Duality and Optimization

Titus Pinta <2025-12-17 Wed>

First Attempt
Second Attempt
General Perturbations
Fenchel Duality
Lagrangian Duality
Strong Duality*

We aim to solve a standard optimization problem $\inf_{x\in C\subseteq\mathbb{R}^{n}}f(x),$ for some, usually convex, $C$ and $f:C\to\overline{\mathbb{R}}$ . If we use a numerical solver, how do we know how far the approximate solution is from the true solution? We need something called a "certificate of optimality". The general framework is to consider an auxiliary function $g:D\subseteq\mathbb{R}^{m}\to\overline{\mathbb{R}}$ such that

$\forall x\in C\text{ and }\forall y\in D,\quad f(x)\geq g(y).$ This implies that $\inf_{x\in C}f(x)\geq\sup_{y\in D}g(y),$ suggesting the dual problem $\sup_{y\in D}g(y),$

This approach is useful because for $x^{*}$ a global solution for the primal, $y^{*}$ a global solution for the dual and $x^{n}$ and $y^{n}$ , approximations of the two produced by some numerical scheme, we have $f(x^{n})\geq f(x^{*})\geq g(y^{*})\geq g(y^{n}),$ and therefore $f(x^{n})-f(x^{*})\leq f(x^{n})-g(y^{n}).$

Not all primal dual pairs $(f,g)$ are created equal.

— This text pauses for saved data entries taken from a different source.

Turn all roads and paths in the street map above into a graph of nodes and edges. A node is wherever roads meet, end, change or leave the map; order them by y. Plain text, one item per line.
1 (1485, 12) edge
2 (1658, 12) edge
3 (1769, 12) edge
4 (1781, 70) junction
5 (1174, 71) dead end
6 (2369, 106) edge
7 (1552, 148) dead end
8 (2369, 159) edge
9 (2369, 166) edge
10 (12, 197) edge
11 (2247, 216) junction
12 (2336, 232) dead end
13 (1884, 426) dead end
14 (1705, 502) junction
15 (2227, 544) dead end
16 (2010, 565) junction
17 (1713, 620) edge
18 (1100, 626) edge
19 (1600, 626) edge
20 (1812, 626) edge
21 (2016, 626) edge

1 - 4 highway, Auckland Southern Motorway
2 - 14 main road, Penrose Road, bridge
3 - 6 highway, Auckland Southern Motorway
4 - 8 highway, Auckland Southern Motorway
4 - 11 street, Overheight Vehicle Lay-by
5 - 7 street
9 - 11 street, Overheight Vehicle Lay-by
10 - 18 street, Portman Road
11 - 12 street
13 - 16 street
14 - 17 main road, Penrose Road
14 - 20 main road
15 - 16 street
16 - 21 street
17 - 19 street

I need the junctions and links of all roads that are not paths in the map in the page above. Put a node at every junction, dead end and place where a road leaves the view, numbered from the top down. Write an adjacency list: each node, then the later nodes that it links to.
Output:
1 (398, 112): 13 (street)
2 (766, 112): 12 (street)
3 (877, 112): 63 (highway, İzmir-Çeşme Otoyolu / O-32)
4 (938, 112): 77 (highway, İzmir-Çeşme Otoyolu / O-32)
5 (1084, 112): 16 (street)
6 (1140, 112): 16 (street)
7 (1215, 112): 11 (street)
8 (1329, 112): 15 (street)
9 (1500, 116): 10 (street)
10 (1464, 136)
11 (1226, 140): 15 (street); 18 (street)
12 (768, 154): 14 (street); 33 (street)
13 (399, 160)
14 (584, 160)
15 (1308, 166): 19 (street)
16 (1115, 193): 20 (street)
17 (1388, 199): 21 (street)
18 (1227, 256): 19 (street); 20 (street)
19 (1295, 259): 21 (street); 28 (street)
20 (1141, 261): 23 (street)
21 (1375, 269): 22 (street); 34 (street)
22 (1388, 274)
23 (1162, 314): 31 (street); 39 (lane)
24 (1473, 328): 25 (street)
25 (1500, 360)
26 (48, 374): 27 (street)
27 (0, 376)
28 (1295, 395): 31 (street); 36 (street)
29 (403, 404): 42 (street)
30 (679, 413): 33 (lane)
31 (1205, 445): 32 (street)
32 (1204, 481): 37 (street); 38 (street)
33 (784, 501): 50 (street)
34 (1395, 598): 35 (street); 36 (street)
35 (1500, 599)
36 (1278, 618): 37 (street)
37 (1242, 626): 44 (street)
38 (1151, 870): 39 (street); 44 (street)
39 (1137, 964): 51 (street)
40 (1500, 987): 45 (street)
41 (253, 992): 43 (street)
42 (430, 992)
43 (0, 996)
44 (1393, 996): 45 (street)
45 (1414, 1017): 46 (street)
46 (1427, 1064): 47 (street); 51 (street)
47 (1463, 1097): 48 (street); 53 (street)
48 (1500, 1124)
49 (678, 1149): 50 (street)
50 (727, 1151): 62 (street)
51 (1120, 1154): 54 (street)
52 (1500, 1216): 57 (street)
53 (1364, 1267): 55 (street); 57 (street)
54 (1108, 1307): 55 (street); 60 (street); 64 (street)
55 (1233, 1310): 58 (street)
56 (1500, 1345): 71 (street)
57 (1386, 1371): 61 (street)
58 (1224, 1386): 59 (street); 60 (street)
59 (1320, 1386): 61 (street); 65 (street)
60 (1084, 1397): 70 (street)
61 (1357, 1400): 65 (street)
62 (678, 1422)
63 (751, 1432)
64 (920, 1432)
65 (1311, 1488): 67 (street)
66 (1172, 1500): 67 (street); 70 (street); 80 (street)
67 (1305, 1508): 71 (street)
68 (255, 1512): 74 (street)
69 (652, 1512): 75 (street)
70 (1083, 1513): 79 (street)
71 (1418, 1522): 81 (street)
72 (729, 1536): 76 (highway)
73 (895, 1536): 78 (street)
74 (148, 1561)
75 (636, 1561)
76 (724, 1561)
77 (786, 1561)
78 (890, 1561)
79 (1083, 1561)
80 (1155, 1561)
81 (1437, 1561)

The difference in the values is called the duality gap $\operatorname{gap}(f,g)=\inf_{x\in C}f(x)-\sup_{y\in D}g(y).$ In the lucky case that $\operatorname{gap}(f,g)=0$ we say that strong duality holds.

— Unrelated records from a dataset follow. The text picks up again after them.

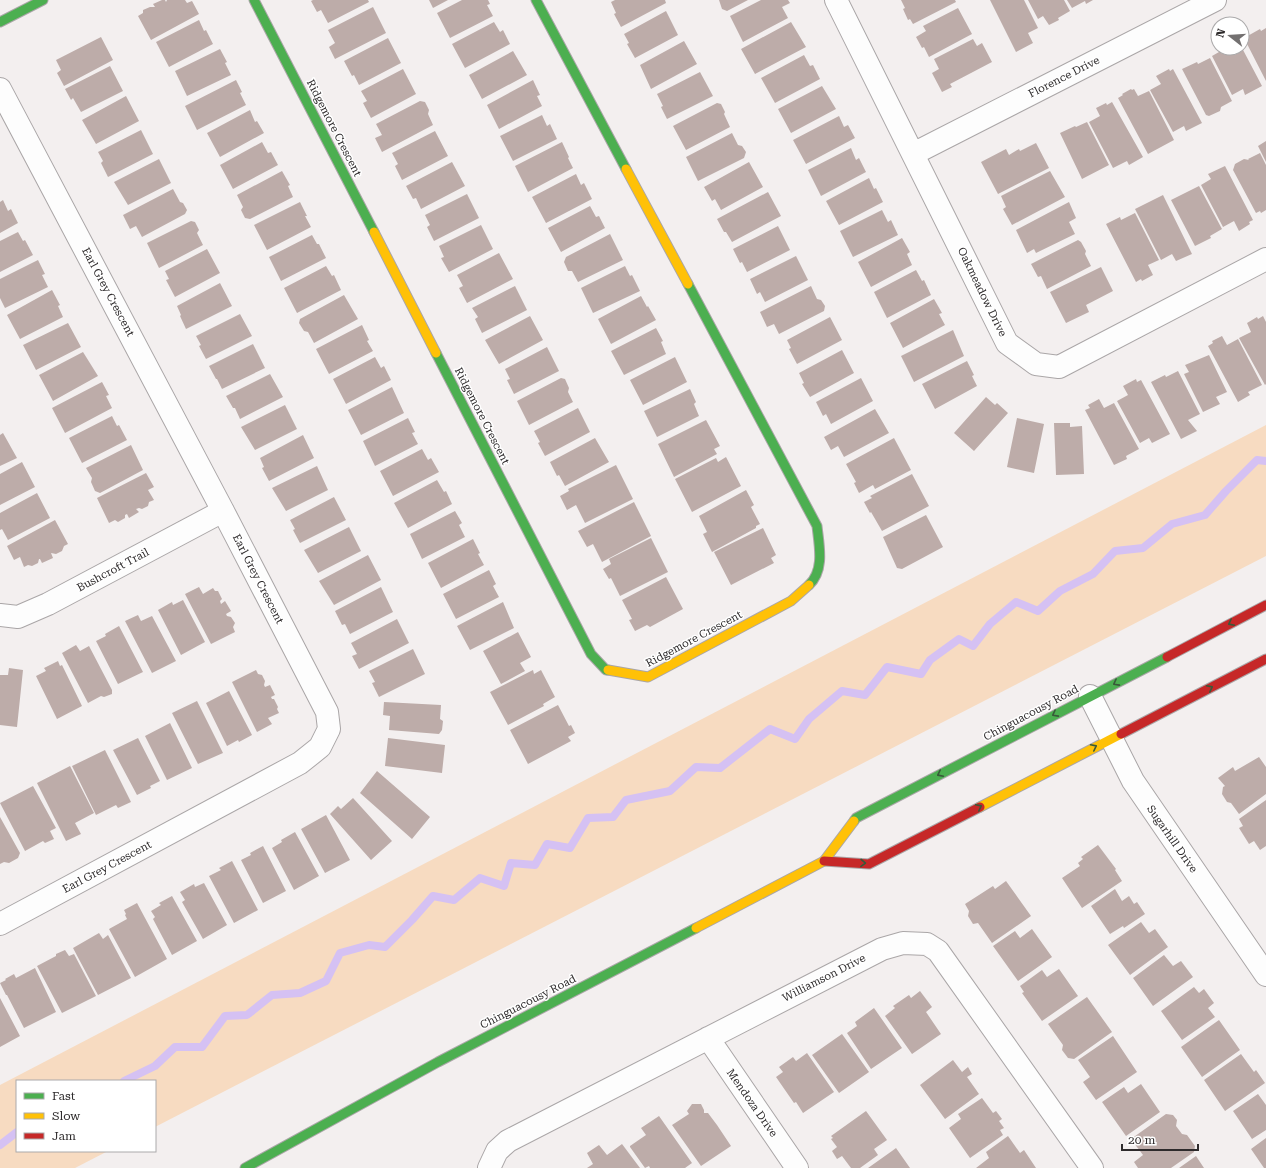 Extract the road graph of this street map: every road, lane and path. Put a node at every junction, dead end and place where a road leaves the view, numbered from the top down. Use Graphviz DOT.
graph roads {
  1 [pos="43,0"];
  2 [pos="254,0"];
  3 [pos="536,0"];
  4 [pos="836,0"];
  5 [pos="1215,0"];
  6 [pos="0,22"];
  7 [pos="0,89"];
  8 [pos="913,154"];
  9 [pos="1266,259"];
  10 [pos="223,511"];
  11 [pos="1266,605"];
  12 [pos="0,615"];
  13 [pos="1266,659"];
  14 [pos="1090,696"];
  15 [pos="1111,739"];
  16 [pos="824,861"];
  17 [pos="0,924"];
  18 [pos="1266,975"];
  19 [pos="708,1038"];
  20 [pos="245,1168"];
  21 [pos="489,1168"];
  22 [pos="797,1168"];
  23 [pos="1092,1168"];
  1 -- 6 [label="street"];
  2 -- 3 [label="street, Ridgemore Crescent"];
  4 -- 8 [label="street, Oakmeadow Drive"];
  5 -- 8 [label="street, Florence Drive"];
  7 -- 10 [label="street, Earl Grey Crescent"];
  8 -- 9 [label="street, Oakmeadow Drive"];
  10 -- 12 [label="street, Bushcroft Trail"];
  10 -- 17 [label="street, Earl Grey Crescent"];
  11 -- 14 [label="street, Chinguacousy Road, one-way"];
  15 -- 13 [label="street, one-way"];
  14 -- 15 [label="street, Sugarhill Drive"];
  14 -- 16 [label="street, Chinguacousy Road, one-way"];
  16 -- 15 [label="street, one-way"];
  15 -- 18 [label="street, Sugarhill Drive"];
  16 -- 20 [label="street, Chinguacousy Road"];
  19 -- 21 [label="street, Williamson Drive"];
  19 -- 22 [label="street, Mendoza Drive"];
  19 -- 23 [label="street, Williamson Drive"];
}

The only thing left to do is to figure out how to construct a good $g$ from a given $f$ .

First Attempt

The most naive approach is to use the Fenchel-Young inequality. Recall the definition of the convex conjugate $f_{*}(y)=\sup_{x\in\mathbb{R}^{n}}\langle x,y\rangle-f(x)$ From this definition we can immediately see that $\forall x,y\in\mathbb{R}^{n},\quad f_{*}(y)\geq\langle x,y\rangle-f(x).$

This is not exactly the same form as the duality principle from (1), but this is also true for $x^{*}$ the global minimum of $f$ , so $\forall y\in\mathbb{R}^{n},\quad f(x^{*})\geq\langle x^{*},y\rangle-f_{*}(y),$ and clearly $f(x)\geq f(x^{*})$ , yielding $\forall x,y\in\mathbb{R}^{n},\quad f(x)\geq\langle x^{*},y\rangle-f_{*}(y).$

We now have a function $g$ in the correct form. Unfortunately

$g(y)=\langle x^{*},y\rangle-f_{*}(y)$ so the expression for $g$ involves $x^{*}$ and is uncomputable in general. But this attempt was a step in the right direction, we now need to investigate how to control the inner product part.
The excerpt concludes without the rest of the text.